Over the past year, US regulatory requirements regarding SEFs were clarified, which should have allowed the capital markets industry to engage with connectivity and aggregation. This engagement has not occurred with any great momentum, and though some participants are making preparations for the advent of a new trading landscape, the general pace of change is sluggish and haphazard. SEF aggregators are both pertinent and imminent as banks are required to connect with SEFs, and their clients, in turn, will request multiple connections. This report lays out the functional requirements for a reference SEF aggregator solution.
The shortfall across banks and third-party technology providers gives rise to the potential for first-mover advantages in the SEF aggregation space. There is definite potential among technology vendors to develop a comprehensive, valuable offering targeting SEF aggregation, and, among buyside firms and sellside firms, to develop these capabilities in-house.
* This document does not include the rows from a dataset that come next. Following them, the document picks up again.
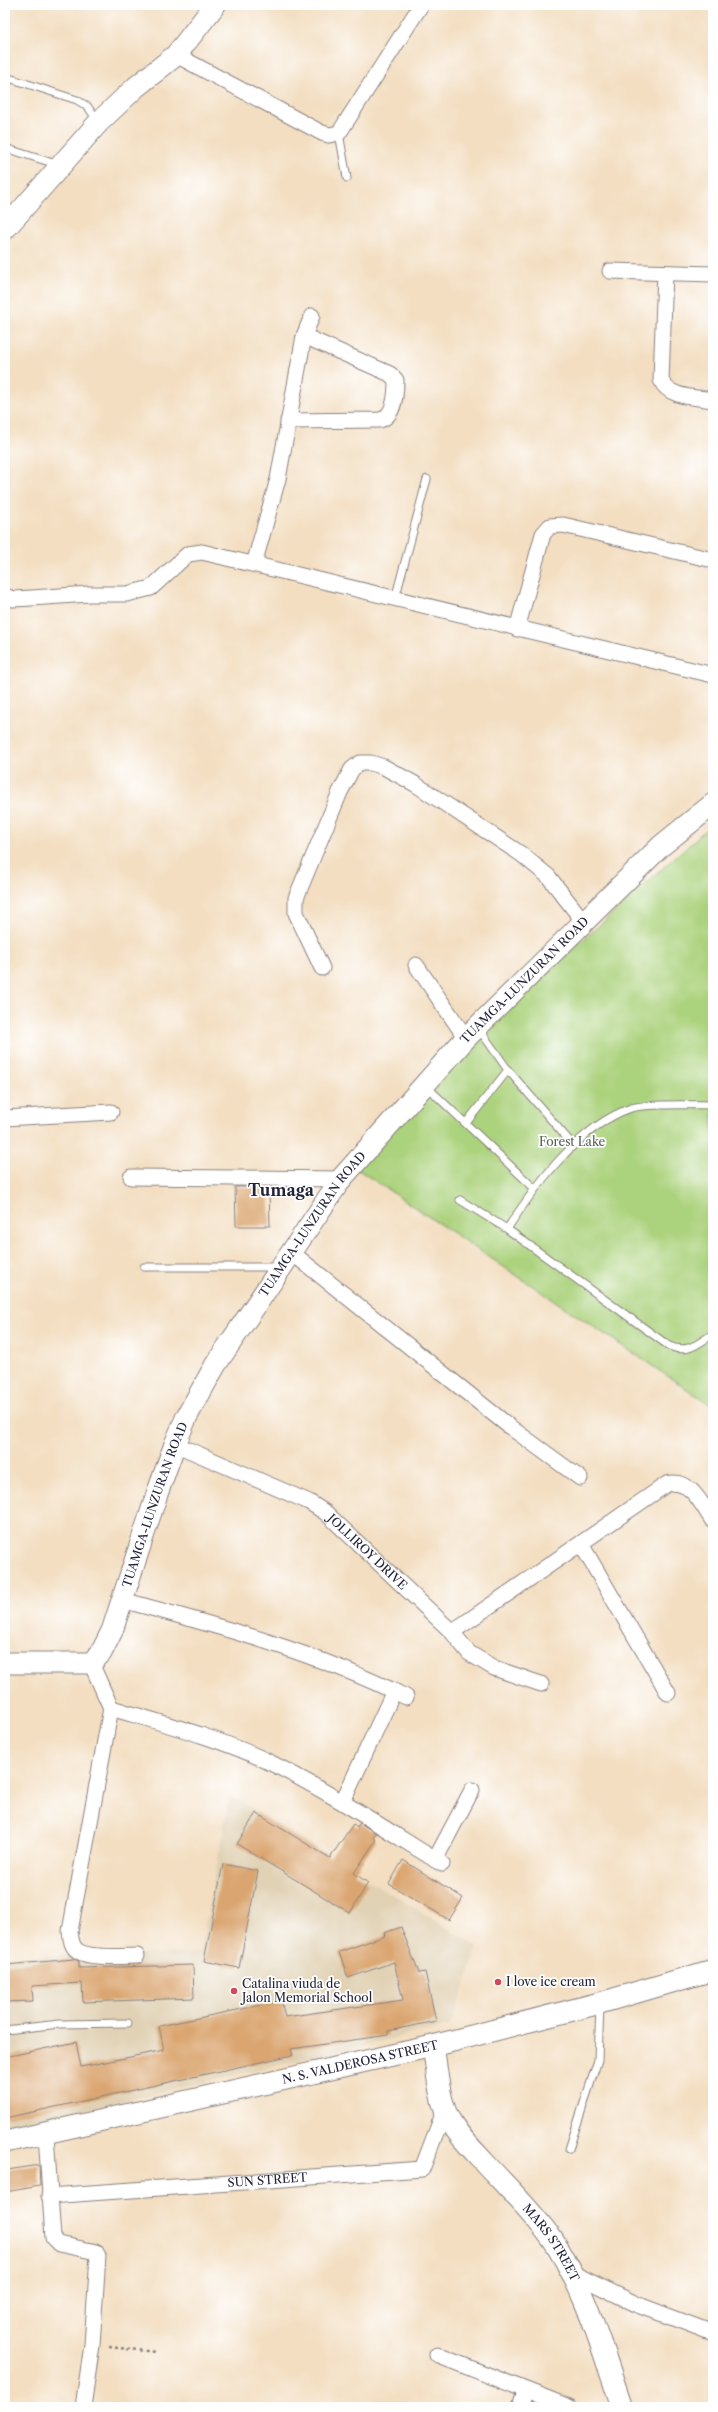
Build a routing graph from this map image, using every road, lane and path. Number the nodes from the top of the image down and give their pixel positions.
1 (215, 5) edge
2 (421, 5) edge
3 (176, 55) junction
4 (6, 77) edge
5 (99, 122) junction
6 (339, 133) junction
7 (5, 148) edge
8 (59, 166) junction
9 (347, 178) dead end
10 (5, 229) edge
11 (610, 271) dead end
12 (665, 273) junction
13 (713, 274) edge
14 (312, 316) dead end
15 (304, 336) junction
16 (713, 400) edge
17 (288, 421) junction
18 (427, 479) dead end
19 (713, 560) edge
20 (254, 564) junction
21 (5, 596) edge
22 (395, 599) junction
23 (517, 629) junction
24 (713, 675) edge
25 (713, 804) edge
26 (584, 922) junction
27 (416, 965) dead end
28 (322, 968) dead end
29 (471, 1032) junction
30 (508, 1070) junction
31 (423, 1084) junction
32 (713, 1105) edge
33 (111, 1112) dead end
34 (5, 1118) edge
35 (466, 1123) junction
36 (573, 1146) junction
37 (131, 1177) dead end
38 (340, 1179) junction
39 (534, 1188) junction
40 (460, 1200) dead end
41 (507, 1229) junction
42 (286, 1259) junction
43 (144, 1267) dead end
44 (713, 1334) edge
45 (175, 1444) junction
46 (580, 1478) dead end
47 (713, 1522) edge
48 (581, 1544) junction
49 (122, 1600) junction
50 (452, 1632) junction
51 (5, 1663) edge
52 (91, 1663) junction
53 (541, 1684) dead end
54 (668, 1694) dead end
55 (111, 1708) junction
56 (472, 1790) dead end
57 (343, 1801) junction
58 (137, 1956) dead end
59 (713, 1970) edge
60 (600, 2002) junction
61 (128, 2023) dead end
62 (5, 2030) edge
63 (433, 2046) junction
64 (444, 2104) junction
65 (46, 2135) junction
66 (5, 2142) edge
67 (569, 2149) dead end
68 (49, 2196) junction
69 (572, 2273) junction
70 (713, 2333) edge
71 (92, 2345) junction
72 (156, 2352) dead end
73 (436, 2355) dead end
74 (525, 2392) junction
75 (82, 2407) edge
76 (520, 2407) edge
77 (569, 2407) edge
78 (622, 2407) edge

1 - 3 street
2 - 6 street
3 - 5 street
3 - 6 street
4 - 5 lane
5 - 8 street
6 - 9 lane
7 - 8 lane
8 - 10 street
11 - 12 street
12 - 13 street
12 - 16 street
14 - 15 street
15 - 17 street
15 - 17 street
17 - 20 street
18 - 22 lane
19 - 23 street
20 - 21 street
20 - 22 street
22 - 23 street
23 - 24 street
25 - 26 street, TUAMGA-LUNZURAN ROAD
26 - 28 street
26 - 29 street, TUAMGA-LUNZURAN ROAD
27 - 29 street
29 - 30 lane
29 - 31 street, TUAMGA-LUNZURAN ROAD
30 - 35 lane
30 - 36 lane
31 - 35 lane
31 - 38 street, TUAMGA-LUNZURAN ROAD
32 - 36 lane
33 - 34 street
35 - 39 lane
36 - 39 lane
37 - 38 street
38 - 42 street, TUAMGA-LUNZURAN ROAD
39 - 41 lane
40 - 41 lane
41 - 44 lane
42 - 43 lane
42 - 45 street, TUAMGA-LUNZURAN ROAD
42 - 46 street
45 - 49 street, TUAMGA-LUNZURAN ROAD
45 - 50 street, JOLLIROY DRIVE
47 - 48 street
48 - 50 street
48 - 54 street
49 - 52 street, TUAMGA-LUNZURAN ROAD
49 - 57 street
50 - 53 street, JOLLIROY DRIVE
51 - 52 street
52 - 55 street
55 - 57 street
55 - 58 street
56 - 57 street
59 - 60 street, N. S. VALDEROSA STREET
60 - 63 street, N. S. VALDEROSA STREET
60 - 67 lane
61 - 62 lane
63 - 64 street
63 - 65 street, N. S. VALDEROSA STREET
64 - 68 street, SUN STREET
64 - 69 street, MARS STREET
65 - 66 street, N. S. VALDEROSA STREET
65 - 68 street
68 - 71 street
69 - 70 street
69 - 78 street, MARS STREET
71 - 72 path
71 - 75 street
73 - 74 street
74 - 76 street
74 - 77 street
From industry interviews GreySpark ascertained that there is no great cost barrier to implementing SEF aggregation functionality. There are varying degrees of functionality across potential solutions, from basic to complex. With costs increasing in line with the complexity of the solution, cost concerns are therefore discounted as a contributing factor. Additionally, there is no expectation that the technology concerned will have a short shelf life.
At one point as many as fifty SEFs were expected to emerge once the US CFTC completed its rules-making process. However, following the initial CFTC deadline for SEF registration, the number of registered SEFs stands at 21 – as of December 2013. Given the current lower-than-expected number of SEFs, it is unlikely that liquidity fragmentation across the venues, for now, will be as extensive as previously envisaged.